Last Updated 19 May 2020, 15:06 IST

An unusually warm Bay of Bengal has fuelled the severity of Cyclone Amphan converting it from an ordinary storm to super cyclone within a span of just 18 hours.

The storm will lose some of its steam when it approaches the shore and is likely to make a landfall on Wednesday evening between Digha (West Bengal) and Hatiya Islands (Bangladesh) close to Sundarbans with a speed of 155-185 km per hour.

At least 12 districts of West Bengal and Odisha will bear the brunt of it as the two coastal states are set to be rattled by the impending storm.

"This is the most intense cyclone - the second super cyclone - which has been formed in Bay of Bengal after 1999. Its wind speed in the sea right now is 200-240 kmph," Mrutyunjay Mohapatra, director general of India Meteorological Department said here.

Weather scientists tracking the storm were surprised by an unusually warm Bay of Bengal, which led to packing of a huge quantity of moisture into the cyclone, making it a big one.

"Bay of Bengal recorded surface temperatures of 32-34°C, prior to the cyclone Amphan⁠. We have never seen such high values until now," said Roxy Mathew Koll, a weather scientist at the Indian Institute of Tropical Meteorology, Pune.

Tropical cyclones draw their energy from the ocean surface and these temperatures can supercharge a cyclone, leading to its rapid intensification.

"Cyclone Amphan intensified from a category-1 cyclone to category-5 cyclone in a short span of 18 hours. It evolved into the strongest cyclone ever recorded in the Bay of Bengal," he said.

"Clear (cloud free) skies and low wind conditions assist in building high sea surface temperature values. But definitely they are riding on a global warming background. We have not seen such peaks earlier," Koll told DH.

On landfall, Amphan's intensity would be somewhat similar to Cyclone Fani (2019) that had a wind speed of (155-215 kmph). It killed 72 persons in India and caused damages worth 120 billion rupees.

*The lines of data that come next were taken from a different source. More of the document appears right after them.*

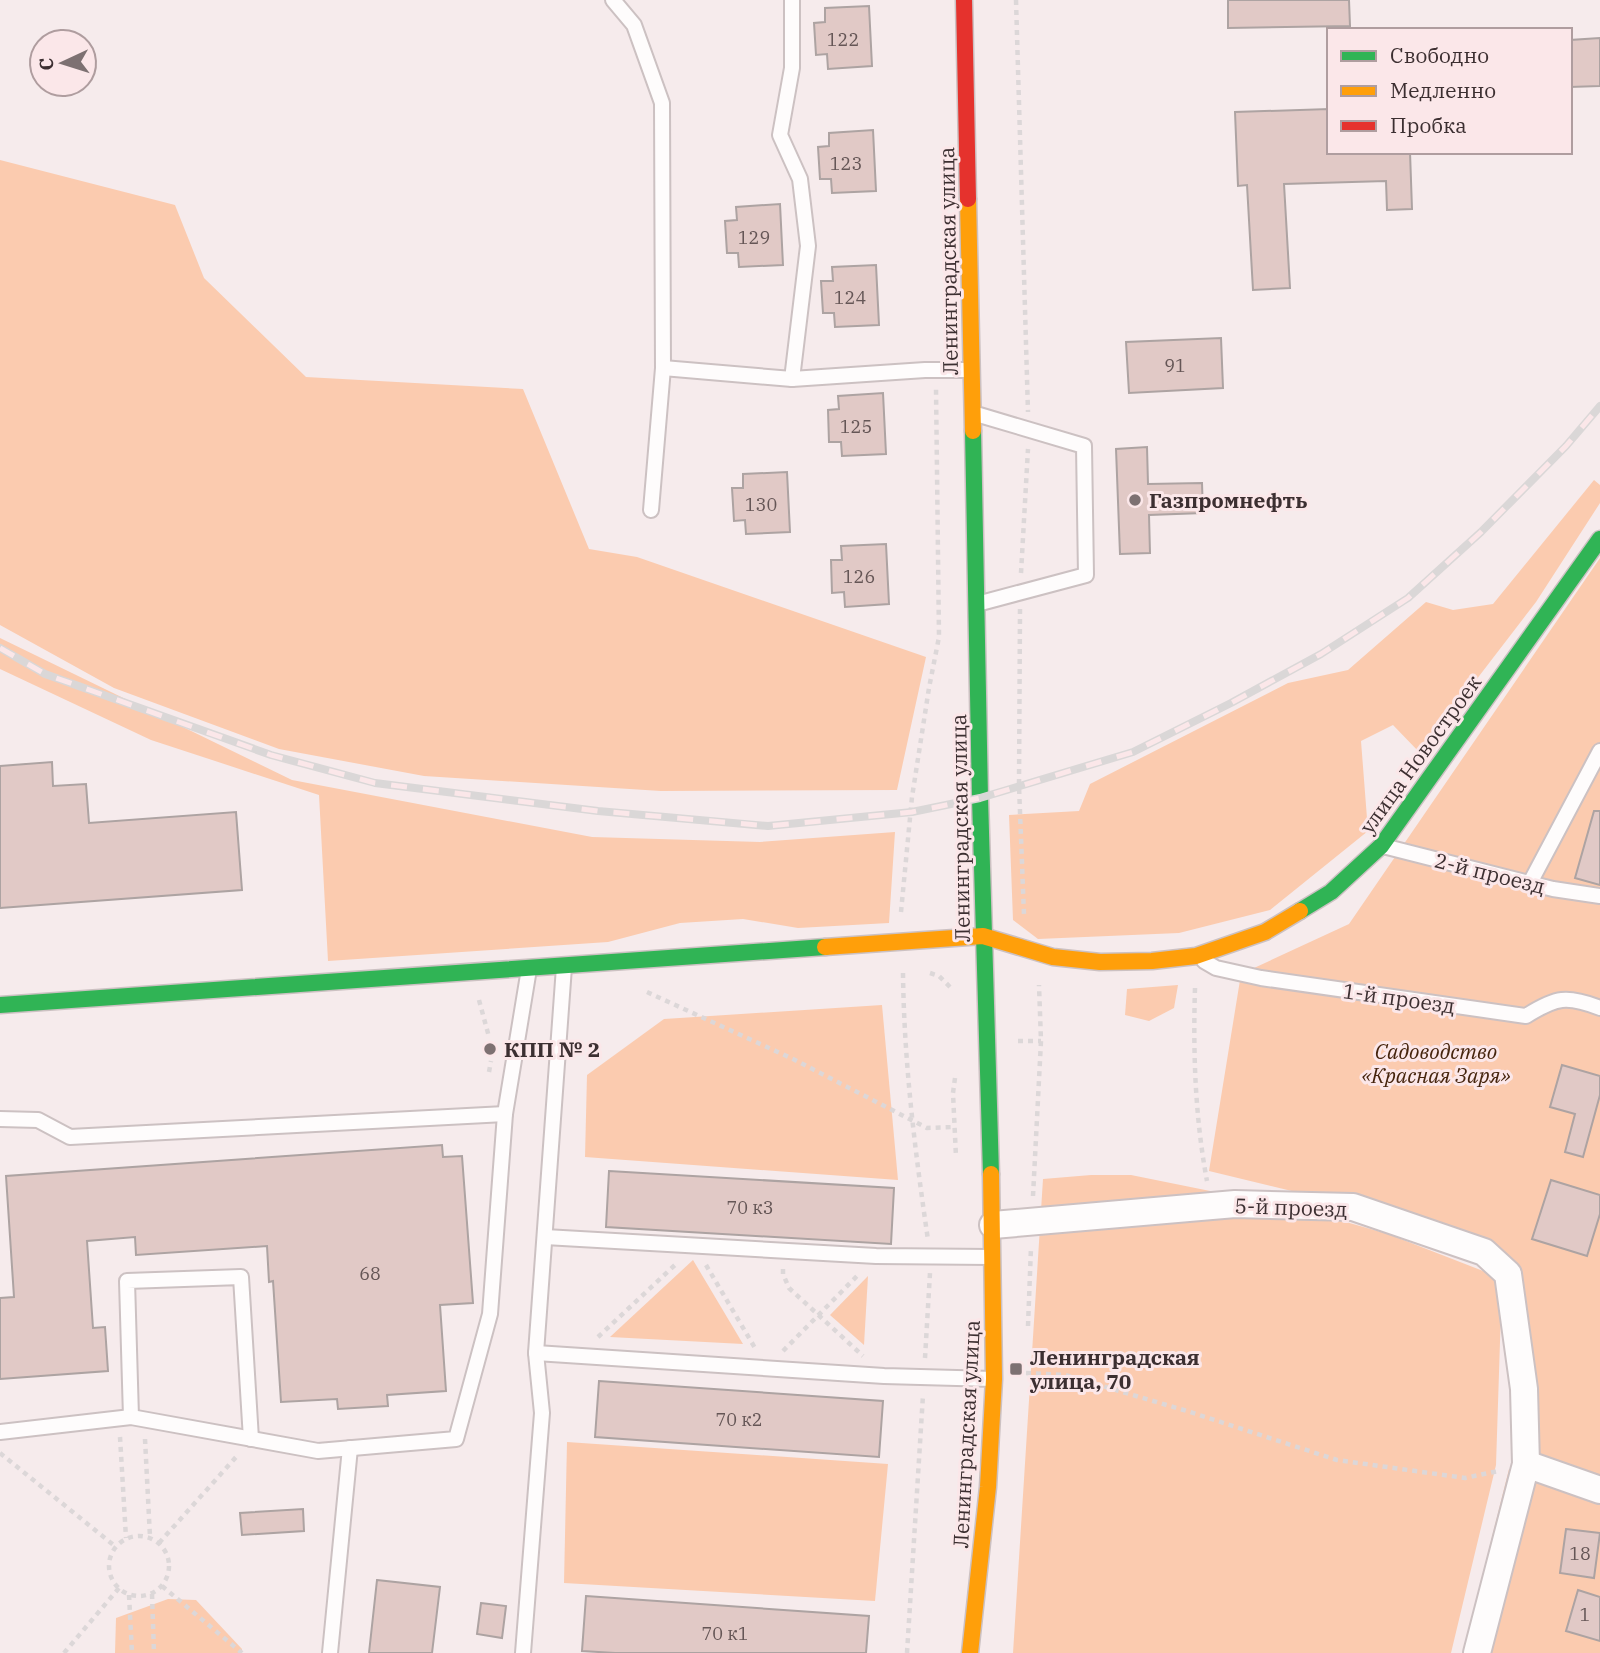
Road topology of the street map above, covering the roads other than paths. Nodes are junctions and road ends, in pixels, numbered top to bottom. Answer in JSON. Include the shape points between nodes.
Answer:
{"nodes":[{"id":1,"x":613,"y":0,"type":"edge"},
{"id":2,"x":792,"y":0,"type":"edge"},
{"id":3,"x":964,"y":0,"type":"edge"},
{"id":4,"x":663,"y":369,"type":"junction"},
{"id":5,"x":972,"y":370,"type":"junction"},
{"id":6,"x":792,"y":379,"type":"junction"},
{"id":7,"x":971,"y":412,"type":"junction"},
{"id":8,"x":651,"y":510,"type":"dead end"},
{"id":9,"x":1599,"y":541,"type":"edge"},
{"id":10,"x":976,"y":605,"type":"junction"},
{"id":11,"x":1600,"y":751,"type":"edge"},
{"id":12,"x":1381,"y":846,"type":"junction"},
{"id":13,"x":1530,"y":883,"type":"junction"},
{"id":14,"x":1600,"y":897,"type":"edge"},
{"id":15,"x":983,"y":936,"type":"junction"},
{"id":16,"x":1196,"y":956,"type":"junction"},
{"id":17,"x":564,"y":965,"type":"junction"},
{"id":18,"x":530,"y":968,"type":"junction"},
{"id":19,"x":0,"y":1004,"type":"edge"},
{"id":20,"x":1600,"y":1008,"type":"edge"},
{"id":21,"x":505,"y":1114,"type":"junction"},
{"id":22,"x":0,"y":1119,"type":"edge"},
{"id":23,"x":993,"y":1225,"type":"junction"},
{"id":24,"x":545,"y":1237,"type":"junction"},
{"id":25,"x":993,"y":1257,"type":"junction"},
{"id":26,"x":536,"y":1353,"type":"junction"},
{"id":27,"x":994,"y":1378,"type":"junction"},
{"id":28,"x":132,"y":1418,"type":"junction"},
{"id":29,"x":0,"y":1432,"type":"edge"},
{"id":30,"x":251,"y":1439,"type":"junction"},
{"id":31,"x":350,"y":1448,"type":"junction"},
{"id":32,"x":1526,"y":1464,"type":"junction"},
{"id":33,"x":1600,"y":1490,"type":"edge"},
{"id":34,"x":330,"y":1653,"type":"edge"},
{"id":35,"x":523,"y":1653,"type":"edge"},
{"id":36,"x":970,"y":1653,"type":"edge"},
{"id":37,"x":1477,"y":1653,"type":"edge"}],
"edges":[{"from":1,"to":4,"type":"lane","via":[[634,25],[662,103]]},
{"from":2,"to":6,"type":"lane","via":[[792,68],[780,135],[800,179],[808,246]]},
{"from":3,"to":5,"type":"street","name":"Ленинградская улица"},
{"from":4,"to":6,"type":"lane"},
{"from":4,"to":8,"type":"lane"},
{"from":5,"to":6,"type":"lane"},
{"from":5,"to":7,"type":"street","name":"Ленинградская улица"},
{"from":7,"to":10,"type":"street","name":"Ленинградская улица"},
{"from":7,"to":10,"type":"lane","via":[[1084,446],[1086,575]]},
{"from":9,"to":12,"type":"street","name":"улица Новостроек"},
{"from":10,"to":15,"type":"street","name":"Ленинградская улица"},
{"from":11,"to":13,"type":"lane"},
{"from":12,"to":13,"type":"lane","name":"2-й проезд"},
{"from":12,"to":16,"type":"street","name":"улица Новостроек","via":[[1331,892],[1265,932]]},
{"from":13,"to":14,"type":"lane","name":"2-й проезд"},
{"from":15,"to":16,"type":"street","name":"улица Новостроек","via":[[1053,957],[1100,962]]},
{"from":15,"to":17,"type":"street"},
{"from":15,"to":23,"type":"street","name":"Ленинградская улица"},
{"from":16,"to":20,"type":"lane","name":"1-й проезд","via":[[1216,968],[1261,978],[1526,1016],[1547,1002],[1576,998]]},
{"from":17,"to":18,"type":"street"},
{"from":17,"to":24,"type":"lane"},
{"from":18,"to":19,"type":"street"},
{"from":18,"to":21,"type":"lane"},
{"from":21,"to":22,"type":"lane","via":[[70,1137],[38,1120]]},
{"from":21,"to":31,"type":"lane","via":[[490,1314],[456,1439]]},
{"from":23,"to":25,"type":"street","name":"Ленинградская улица"},
{"from":23,"to":32,"type":"street","name":"5-й проезд","via":[[1235,1204],[1353,1207],[1484,1252],[1508,1274],[1524,1389]]},
{"from":24,"to":25,"type":"lane","via":[[784,1252]]},
{"from":24,"to":26,"type":"lane"},
{"from":25,"to":27,"type":"street","name":"Ленинградская улица"},
{"from":26,"to":27,"type":"lane","via":[[884,1376]]},
{"from":26,"to":35,"type":"lane","via":[[542,1413]]},
{"from":27,"to":36,"type":"street","name":"Ленинградская улица"},
{"from":28,"to":29,"type":"lane"},
{"from":28,"to":30,"type":"lane"},
{"from":28,"to":30,"type":"lane","via":[[127,1281],[241,1277]]},
{"from":30,"to":31,"type":"lane","via":[[318,1451]]},
{"from":31,"to":34,"type":"lane"},
{"from":32,"to":33,"type":"street"},
{"from":32,"to":37,"type":"street","name":"5-й проезд"}]}
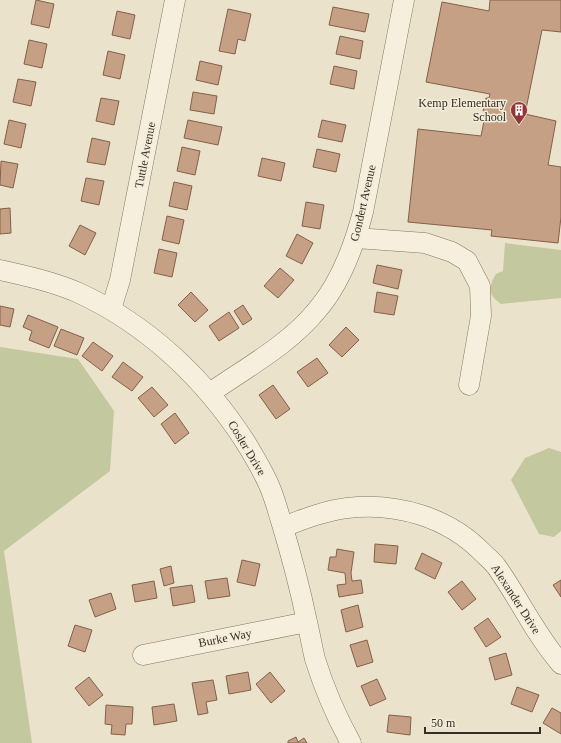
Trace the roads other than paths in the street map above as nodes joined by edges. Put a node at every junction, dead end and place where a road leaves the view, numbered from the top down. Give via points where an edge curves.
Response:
1 (176, 0) edge
2 (404, 0) edge
3 (356, 238) junction
4 (0, 270) edge
5 (110, 309) junction
6 (469, 385) dead end
7 (210, 393) junction
8 (283, 527) junction
9 (307, 622) junction
10 (143, 654) dead end
11 (561, 664) edge
12 (350, 743) edge

1 - 5 street, Tuttle Avenue via 120,280
2 - 3 street, Gondert Avenue
3 - 6 street via 425,243 452,252 467,261 480,286 481,316
3 - 7 street, Gondert Avenue via 344,267 319,309 282,344
4 - 5 street, Cosler Drive via 49,282
5 - 7 street, Cosler Drive via 155,340
7 - 8 street, Cosler Drive via 232,421 256,460 271,490
8 - 9 street, Cosler Drive
8 - 11 street, Alexander Drive via 324,512 370,507 394,508 437,521 475,544 495,564 549,650
9 - 10 street, Burke Way
9 - 12 street, Cosler Drive via 326,692

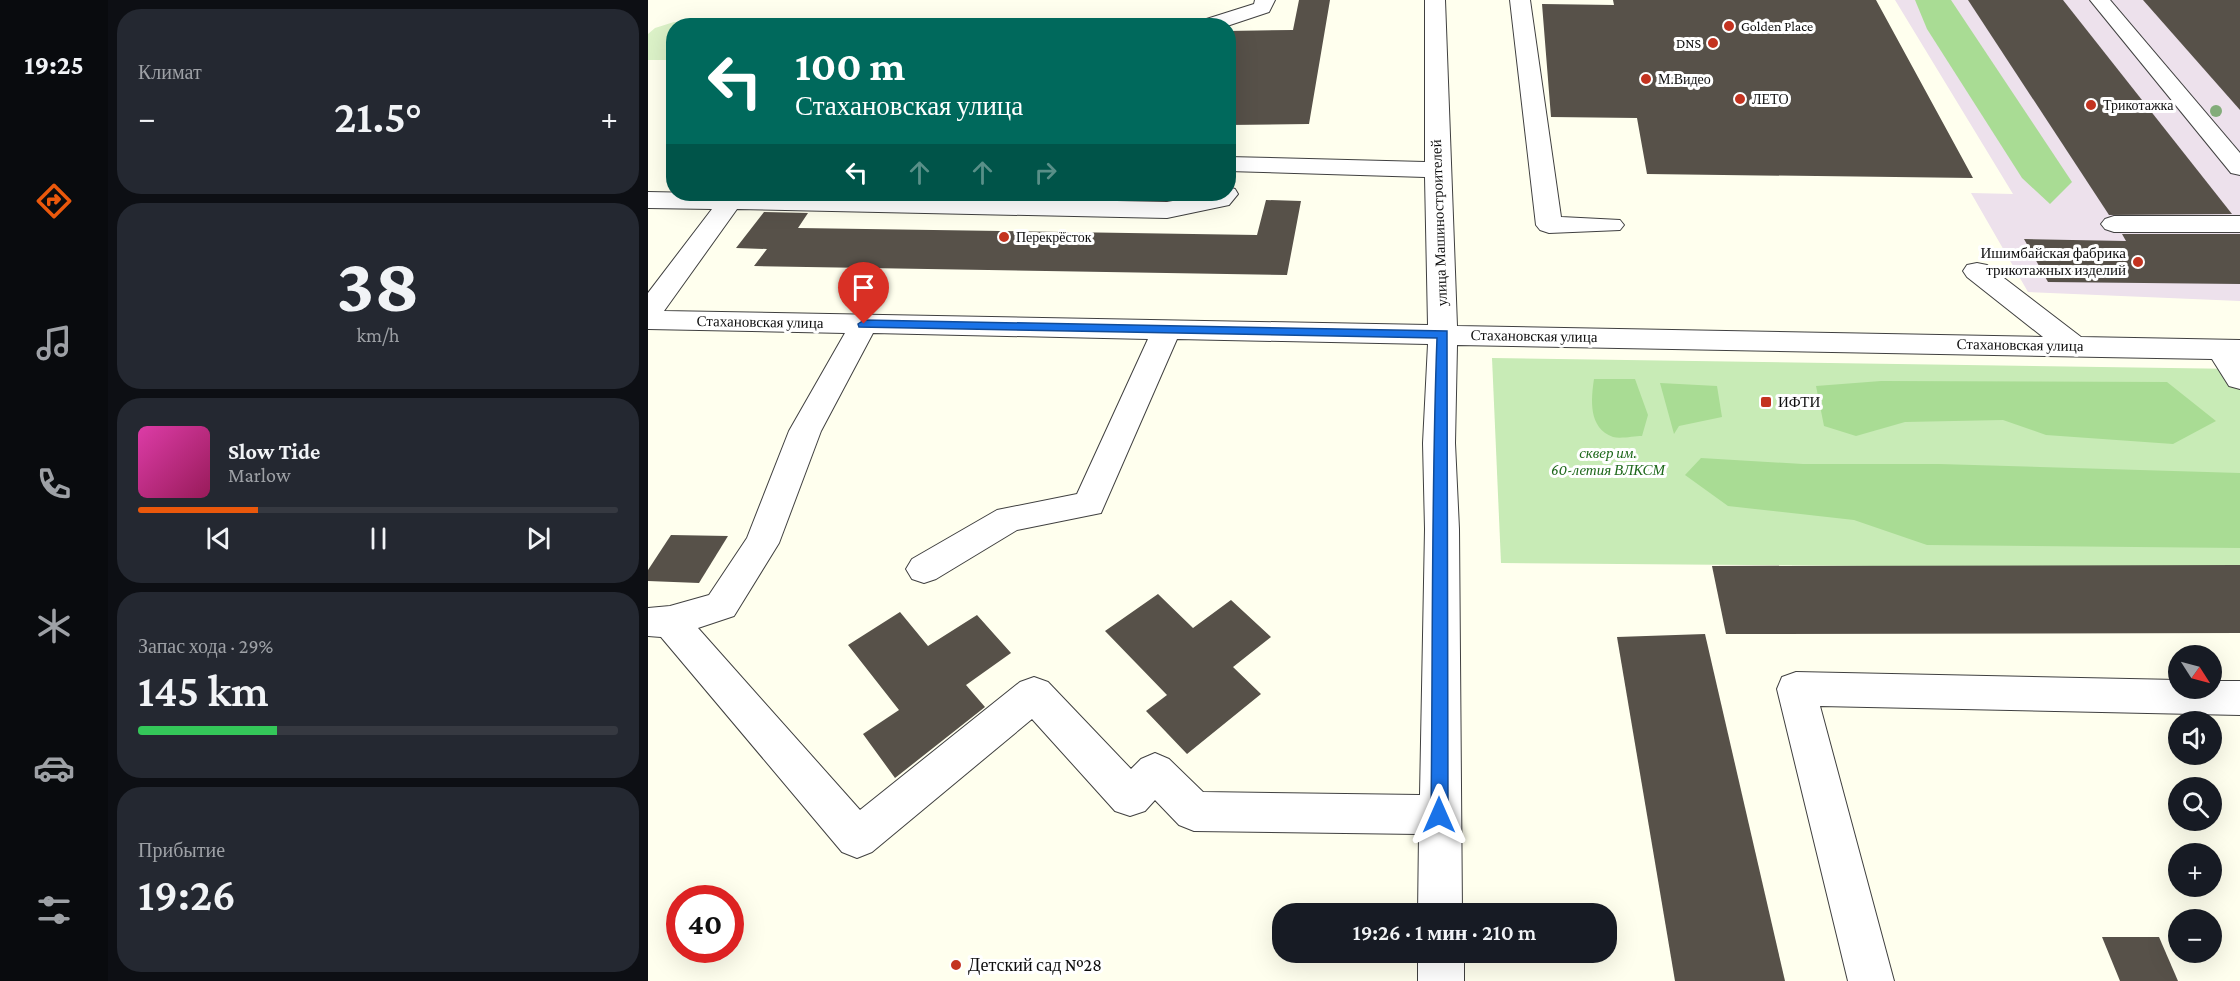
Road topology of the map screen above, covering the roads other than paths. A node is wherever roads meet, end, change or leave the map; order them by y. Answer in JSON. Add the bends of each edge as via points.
{"nodes":[{"id":1,"x":1265,"y":0,"type":"edge"},
{"id":2,"x":1435,"y":0,"type":"edge"},
{"id":3,"x":1520,"y":0,"type":"edge"},
{"id":4,"x":2100,"y":0,"type":"edge"},
{"id":5,"x":1230,"y":18,"type":"edge"},
{"id":6,"x":1239,"y":164,"type":"edge"},
{"id":7,"x":2240,"y":168,"type":"edge"},
{"id":8,"x":1437,"y":170,"type":"junction"},
{"id":9,"x":648,"y":200,"type":"edge"},
{"id":10,"x":666,"y":200,"type":"edge"},
{"id":11,"x":689,"y":201,"type":"edge"},
{"id":12,"x":1215,"y":201,"type":"edge"},
{"id":13,"x":730,"y":202,"type":"junction"},
{"id":14,"x":2115,"y":224,"type":"dead end"},
{"id":15,"x":2240,"y":224,"type":"edge"},
{"id":16,"x":1611,"y":225,"type":"dead end"},
{"id":17,"x":1977,"y":271,"type":"dead end"},
{"id":18,"x":648,"y":313,"type":"edge"},
{"id":19,"x":648,"y":320,"type":"edge"},
{"id":20,"x":864,"y":324,"type":"junction"},
{"id":21,"x":1167,"y":329,"type":"junction"},
{"id":22,"x":1443,"y":334,"type":"junction"},
{"id":23,"x":2073,"y":346,"type":"junction"},
{"id":24,"x":2230,"y":349,"type":"edge"},
{"id":25,"x":2240,"y":379,"type":"edge"},
{"id":26,"x":924,"y":569,"type":"dead end"},
{"id":27,"x":659,"y":621,"type":"edge"},
{"id":28,"x":2240,"y":698,"type":"edge"},
{"id":29,"x":1439,"y":815,"type":"junction"},
{"id":30,"x":1440,"y":903,"type":"edge"},
{"id":31,"x":1441,"y":963,"type":"edge"},
{"id":32,"x":1441,"y":981,"type":"edge"},
{"id":33,"x":1871,"y":981,"type":"edge"}],
"edges":[{"from":1,"to":5,"type":"street","via":[[1262,8]]},
{"from":2,"to":8,"type":"street","name":"улица Машиностроителей"},
{"from":3,"to":16,"type":"street","via":[[1550,225]]},
{"from":4,"to":7,"type":"street"},
{"from":6,"to":8,"type":"street"},
{"from":8,"to":22,"type":"street","name":"улица Машиностроителей"},
{"from":9,"to":10,"type":"street"},
{"from":11,"to":13,"type":"street"},
{"from":12,"to":13,"type":"street","via":[[1167,210]]},
{"from":13,"to":18,"type":"street"},
{"from":14,"to":15,"type":"street"},
{"from":17,"to":23,"type":"street"},
{"from":19,"to":20,"type":"street","name":"Стахановская улица"},
{"from":20,"to":21,"type":"street","name":"Стахановская улица"},
{"from":20,"to":27,"type":"street","via":[[804,431],[762,543],[721,606]]},
{"from":21,"to":22,"type":"street","name":"Стахановская улица"},
{"from":21,"to":26,"type":"street","via":[[1089,504],[1009,519]]},
{"from":22,"to":23,"type":"street","name":"Стахановская улица"},
{"from":22,"to":29,"type":"street","name":"улица Машиностроителей","via":[[1439,443]]},
{"from":23,"to":24,"type":"street","name":"Стахановская улица"},
{"from":24,"to":25,"type":"street"},
{"from":27,"to":29,"type":"street","via":[[857,838],[1034,694],[1130,797],[1155,772],[1194,812]]},
{"from":28,"to":33,"type":"street","via":[[1796,689]]},
{"from":29,"to":30,"type":"street","name":"улица Машиностроителей"},
{"from":31,"to":32,"type":"street"}]}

The IMD has forewarned that gale wind speed reaching 155-185 kmph is very likely along and off east Medinipur and north & south 24 Parganas districts of West Bengal.

The wind speed will be marginally less (110-130 kmph) over Kolkata, Hoogli, Howrah and west Medinipur at the time of landfall.

For the north Odisha districts, the wind speed will be in the range of 100-125 kmph.

As many as 34 battalions of the National Disaster Response Force have been deployed on the two eastern states whereas another 8 battalions are on standby.

Telecom companies have been asked to arrange for power generators so that towers can be brought alive quickly even after electricity failure.

The two states have evacuated lakhs of people living in the affected districts.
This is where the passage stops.